HHS Secretary Kathleen Sebelius issued a letter Dec. 10 to governors aimed at addressing questions on flexibility and state responsibilities that some of them asked months earlier. The administration also dispatched its point person on the issue, Cindy Mann, to field unresolved questions on the issue on Capitol Hill.
One answer was that HHS will provide the full federal funding that the law promises to pay for the new coverage only to states that expand eligibility to 133% of the federal poverty level, which could discourage participation by states where governors have proposed expanding eligibility to a lower threshold as a way to limit their share of future costs as the federal share decreases.
“There probably will be some that will wait as a result of not having available an option to expand up to 100% or some lower level, and what happens from there will probably depend on how the program unfolds over the next few years,” Dr. Mark McClellan, an economist at the Brookings Institution and a former CMS administrator, said in an interview.

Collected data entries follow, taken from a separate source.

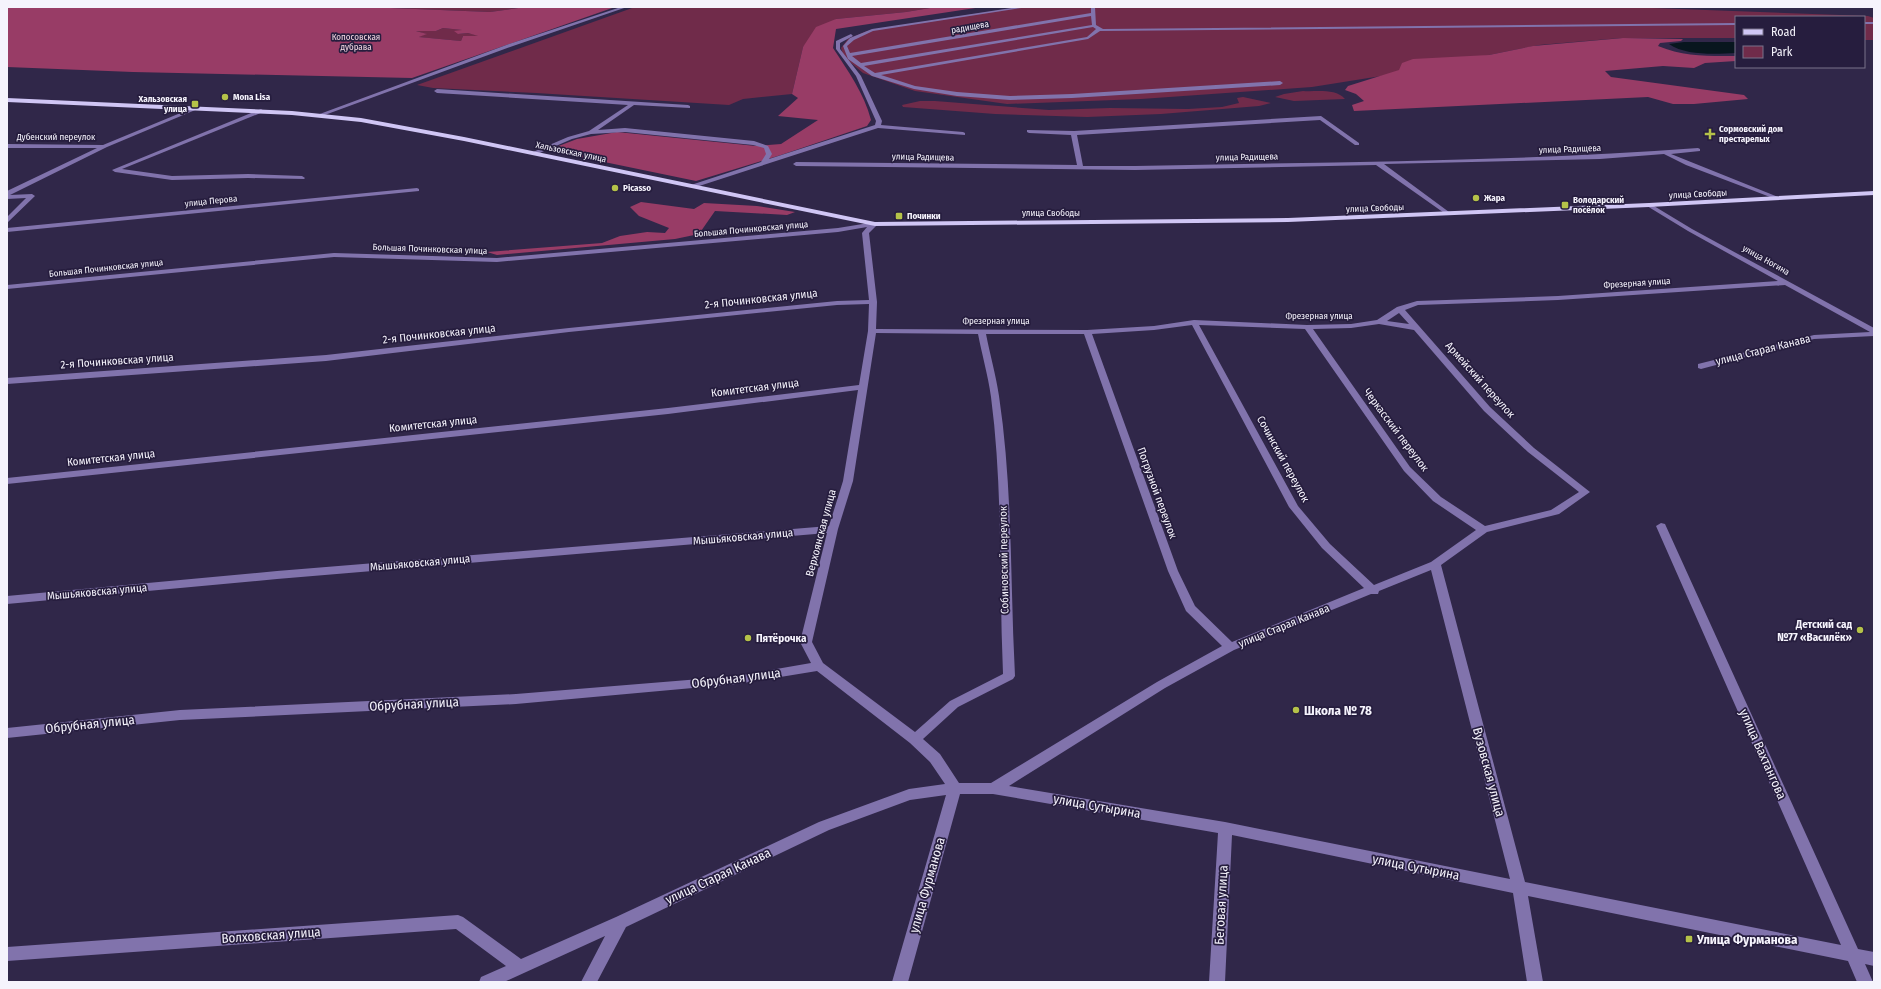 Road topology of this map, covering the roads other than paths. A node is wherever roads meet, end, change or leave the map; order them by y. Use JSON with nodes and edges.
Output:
{"nodes":[{"id":1,"x":625,"y":7,"type":"edge"},
{"id":2,"x":1013,"y":7,"type":"edge"},
{"id":3,"x":1026,"y":7,"type":"edge"},
{"id":4,"x":1093,"y":7,"type":"edge"},
{"id":5,"x":1094,"y":14,"type":"junction"},
{"id":6,"x":1735,"y":24,"type":"edge"},
{"id":7,"x":1096,"y":28,"type":"junction"},
{"id":8,"x":848,"y":55,"type":"junction"},
{"id":9,"x":859,"y":65,"type":"junction"},
{"id":10,"x":874,"y":75,"type":"junction"},
{"id":11,"x":1280,"y":83,"type":"dead end"},
{"id":12,"x":437,"y":91,"type":"dead end"},
{"id":13,"x":7,"y":100,"type":"edge"},
{"id":14,"x":634,"y":103,"type":"junction"},
{"id":15,"x":688,"y":107,"type":"dead end"},
{"id":16,"x":197,"y":108,"type":"junction"},
{"id":17,"x":261,"y":111,"type":"junction"},
{"id":18,"x":320,"y":115,"type":"junction"},
{"id":19,"x":878,"y":126,"type":"junction"},
{"id":20,"x":1029,"y":131,"type":"dead end"},
{"id":21,"x":591,"y":132,"type":"junction"},
{"id":22,"x":1074,"y":133,"type":"junction"},
{"id":23,"x":963,"y":134,"type":"dead end"},
{"id":24,"x":1357,"y":144,"type":"dead end"},
{"id":25,"x":7,"y":146,"type":"edge"},
{"id":26,"x":19,"y":146,"type":"junction"},
{"id":27,"x":105,"y":146,"type":"junction"},
{"id":28,"x":1698,"y":150,"type":"dead end"},
{"id":29,"x":7,"y":152,"type":"edge"},
{"id":30,"x":535,"y":153,"type":"junction"},
{"id":31,"x":1666,"y":153,"type":"junction"},
{"id":32,"x":763,"y":164,"type":"junction"},
{"id":33,"x":796,"y":164,"type":"dead end"},
{"id":34,"x":1379,"y":164,"type":"junction"},
{"id":35,"x":1080,"y":167,"type":"junction"},
{"id":36,"x":302,"y":178,"type":"dead end"},
{"id":37,"x":692,"y":186,"type":"junction"},
{"id":38,"x":417,"y":190,"type":"dead end"},
{"id":39,"x":1874,"y":192,"type":"edge"},
{"id":40,"x":7,"y":195,"type":"edge"},
{"id":41,"x":1780,"y":199,"type":"junction"},
{"id":42,"x":1649,"y":205,"type":"junction"},
{"id":43,"x":1447,"y":214,"type":"junction"},
{"id":44,"x":7,"y":221,"type":"edge"},
{"id":45,"x":875,"y":224,"type":"junction"},
{"id":46,"x":7,"y":230,"type":"edge"},
{"id":47,"x":1785,"y":283,"type":"junction"},
{"id":48,"x":7,"y":287,"type":"edge"},
{"id":49,"x":873,"y":302,"type":"junction"},
{"id":50,"x":1400,"y":309,"type":"junction"},
{"id":51,"x":1194,"y":322,"type":"junction"},
{"id":52,"x":1379,"y":322,"type":"junction"},
{"id":53,"x":1307,"y":327,"type":"junction"},
{"id":54,"x":1418,"y":328,"type":"junction"},
{"id":55,"x":872,"y":331,"type":"junction"},
{"id":56,"x":981,"y":331,"type":"junction"},
{"id":57,"x":1874,"y":331,"type":"edge"},
{"id":58,"x":1087,"y":332,"type":"junction"},
{"id":59,"x":1874,"y":334,"type":"edge"},
{"id":60,"x":1701,"y":366,"type":"dead end"},
{"id":61,"x":7,"y":381,"type":"edge"},
{"id":62,"x":862,"y":387,"type":"junction"},
{"id":63,"x":7,"y":481,"type":"edge"},
{"id":64,"x":1585,"y":492,"type":"joint"},
{"id":65,"x":1661,"y":526,"type":"dead end"},
{"id":66,"x":832,"y":529,"type":"junction"},
{"id":67,"x":1483,"y":530,"type":"junction"},
{"id":68,"x":1435,"y":564,"type":"junction"},
{"id":69,"x":1374,"y":590,"type":"junction"},
{"id":70,"x":7,"y":600,"type":"edge"},
{"id":71,"x":1230,"y":647,"type":"junction"},
{"id":72,"x":819,"y":666,"type":"junction"},
{"id":73,"x":7,"y":733,"type":"edge"},
{"id":74,"x":915,"y":739,"type":"junction"},
{"id":75,"x":955,"y":788,"type":"junction"},
{"id":76,"x":994,"y":789,"type":"junction"},
{"id":77,"x":1225,"y":828,"type":"junction"},
{"id":78,"x":1519,"y":887,"type":"junction"},
{"id":79,"x":621,"y":922,"type":"junction"},
{"id":80,"x":7,"y":954,"type":"edge"},
{"id":81,"x":1854,"y":955,"type":"junction"},
{"id":82,"x":1874,"y":959,"type":"edge"},
{"id":83,"x":520,"y":967,"type":"junction"},
{"id":84,"x":488,"y":982,"type":"edge"},
{"id":85,"x":589,"y":982,"type":"edge"},
{"id":86,"x":900,"y":982,"type":"edge"},
{"id":87,"x":1217,"y":982,"type":"edge"},
{"id":88,"x":1535,"y":982,"type":"edge"},
{"id":89,"x":1865,"y":982,"type":"edge"}],
"edges":[{"from":1,"to":18,"type":"street"},
{"from":2,"to":19,"type":"street"},
{"from":3,"to":8,"type":"street"},
{"from":4,"to":5,"type":"street"},
{"from":5,"to":7,"type":"street"},
{"from":5,"to":8,"type":"street","name":"радищева"},
{"from":6,"to":7,"type":"street"},
{"from":7,"to":9,"type":"street"},
{"from":7,"to":10,"type":"street"},
{"from":8,"to":9,"type":"street"},
{"from":9,"to":10,"type":"street"},
{"from":10,"to":11,"type":"street"},
{"from":12,"to":14,"type":"street"},
{"from":13,"to":16,"type":"main road","name":"Хальзовская улица"},
{"from":14,"to":15,"type":"street"},
{"from":14,"to":21,"type":"street"},
{"from":16,"to":17,"type":"main road","name":"Хальзовская улица"},
{"from":16,"to":27,"type":"street","name":"Дубенский переулок"},
{"from":17,"to":18,"type":"main road","name":"Хальзовская улица"},
{"from":17,"to":36,"type":"street","name":"Хальзовская улица"},
{"from":18,"to":30,"type":"main road","name":"Хальзовская улица"},
{"from":19,"to":23,"type":"street"},
{"from":19,"to":32,"type":"street"},
{"from":20,"to":22,"type":"street"},
{"from":21,"to":30,"type":"street"},
{"from":21,"to":32,"type":"street"},
{"from":22,"to":24,"type":"street"},
{"from":22,"to":35,"type":"street"},
{"from":25,"to":26,"type":"street","name":"Дубенский переулок"},
{"from":26,"to":27,"type":"street","name":"Дубенский переулок"},
{"from":26,"to":29,"type":"street"},
{"from":27,"to":40,"type":"street","name":"Дубенский переулок"},
{"from":28,"to":31,"type":"street","name":"улица Радищева"},
{"from":30,"to":37,"type":"main road","name":"Хальзовская улица"},
{"from":31,"to":34,"type":"street","name":"улица Радищева"},
{"from":31,"to":41,"type":"street"},
{"from":32,"to":37,"type":"street"},
{"from":33,"to":35,"type":"street","name":"улица Радищева"},
{"from":34,"to":35,"type":"street","name":"улица Радищева"},
{"from":34,"to":43,"type":"street"},
{"from":37,"to":45,"type":"main road","name":"Хальзовская улица"},
{"from":38,"to":46,"type":"street","name":"улица Перова"},
{"from":39,"to":41,"type":"main road","name":"улица Свободы"},
{"from":40,"to":44,"type":"street"},
{"from":41,"to":42,"type":"main road","name":"улица Свободы"},
{"from":42,"to":43,"type":"main road","name":"улица Свободы"},
{"from":42,"to":47,"type":"street","name":"улица Ногина"},
{"from":43,"to":45,"type":"main road","name":"улица Свободы"},
{"from":45,"to":48,"type":"street","name":"Большая Починковская улица"},
{"from":45,"to":49,"type":"street","name":"Верхоянская улица"},
{"from":47,"to":50,"type":"street","name":"Фрезерная улица"},
{"from":47,"to":57,"type":"street","name":"улица Ногина"},
{"from":49,"to":55,"type":"street","name":"Верхоянская улица"},
{"from":49,"to":61,"type":"street","name":"2-я Починковская улица"},
{"from":50,"to":52,"type":"street","name":"Фрезерная улица"},
{"from":50,"to":54,"type":"street","name":"Армейский переулок"},
{"from":51,"to":53,"type":"street","name":"Фрезерная улица"},
{"from":51,"to":58,"type":"street","name":"Фрезерная улица"},
{"from":51,"to":69,"type":"street","name":"Сочинский переулок"},
{"from":52,"to":53,"type":"street","name":"Фрезерная улица"},
{"from":52,"to":54,"type":"street"},
{"from":53,"to":67,"type":"street","name":"Черкасский переулок"},
{"from":54,"to":64,"type":"street","name":"Армейский переулок"},
{"from":55,"to":56,"type":"street","name":"Фрезерная улица"},
{"from":55,"to":62,"type":"street","name":"Верхоянская улица"},
{"from":56,"to":58,"type":"street","name":"Фрезерная улица"},
{"from":56,"to":74,"type":"street","name":"Собиновский переулок"},
{"from":58,"to":71,"type":"street","name":"Погрузной переулок"},
{"from":59,"to":60,"type":"street","name":"улица Старая Канава"},
{"from":62,"to":63,"type":"street","name":"Комитетская улица"},
{"from":62,"to":66,"type":"street","name":"Верхоянская улица"},
{"from":64,"to":67,"type":"street","name":"улица Старая Канава"},
{"from":65,"to":81,"type":"street","name":"улица Вахтангова"},
{"from":66,"to":70,"type":"street","name":"Мышьяковская улица"},
{"from":66,"to":72,"type":"street","name":"Верхоянская улица"},
{"from":67,"to":68,"type":"street","name":"улица Старая Канава"},
{"from":68,"to":69,"type":"street","name":"улица Старая Канава"},
{"from":68,"to":78,"type":"street","name":"Вузовская улица"},
{"from":69,"to":71,"type":"street","name":"улица Старая Канава"},
{"from":71,"to":76,"type":"street","name":"улица Старая Канава"},
{"from":72,"to":73,"type":"street","name":"Обрубная улица"},
{"from":72,"to":74,"type":"street","name":"Верхоянская улица"},
{"from":74,"to":75,"type":"street","name":"Верхоянская улица"},
{"from":75,"to":76,"type":"street","name":"улица Сутырина"},
{"from":75,"to":79,"type":"street","name":"улица Старая Канава"},
{"from":75,"to":86,"type":"street","name":"улица Фурманова"},
{"from":76,"to":77,"type":"street","name":"улица Сутырина"},
{"from":77,"to":78,"type":"street","name":"улица Сутырина"},
{"from":77,"to":87,"type":"street","name":"Беговая улица"},
{"from":78,"to":81,"type":"street","name":"улица Сутырина"},
{"from":78,"to":88,"type":"street","name":"Вузовская улица"},
{"from":79,"to":83,"type":"street","name":"улица Старая Канава"},
{"from":79,"to":85,"type":"street"},
{"from":80,"to":83,"type":"street","name":"Волховская улица"},
{"from":81,"to":82,"type":"street","name":"улица Сутырина"},
{"from":81,"to":89,"type":"street","name":"улица Вахтангова"},
{"from":83,"to":84,"type":"street","name":"улица Старая Канава"}]}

Further questions were spurred by HHS' brief comments promising rules next year that clarify the extent of cuts to disproportionate-share hospital payments. Hospitals have raised concerns that they could face the double impact of their state not expanding Medicaid coverage to include many of their uninsured patients and the healthcare law cutting their DSH payments.
Mann confirmed in an interview that those DSH payment cuts could vary between states based on how they use their DSH payments to reduce their numbers of uninsured.
Mann declined to specify when in 2013 those regulations could come, and that could affect whether state legislatures, many of which begin meeting in January, authorize the expansion.
“It seems to me like the overarching issue here comes back to the disproportionate-share payments,” Bruce Caswell, president of the health services segment at Maximus, said in an interview. “Will the impact be so severe in the hospital systems and the delivery networks that with the loss of those funds it gets balanced toward a substantive discussion in the next legislative season about expanding Medicaid?”
States will be weighing their worries over DSH payments against other factors. Some states that expand Medicaid could reduce their spending on non-Medicaid health programs funded solely by the state, such as those for mental illness and substance-abuse treatment, said Deborah Bachrach, special counsel at Manatt, Phelps and Phillips.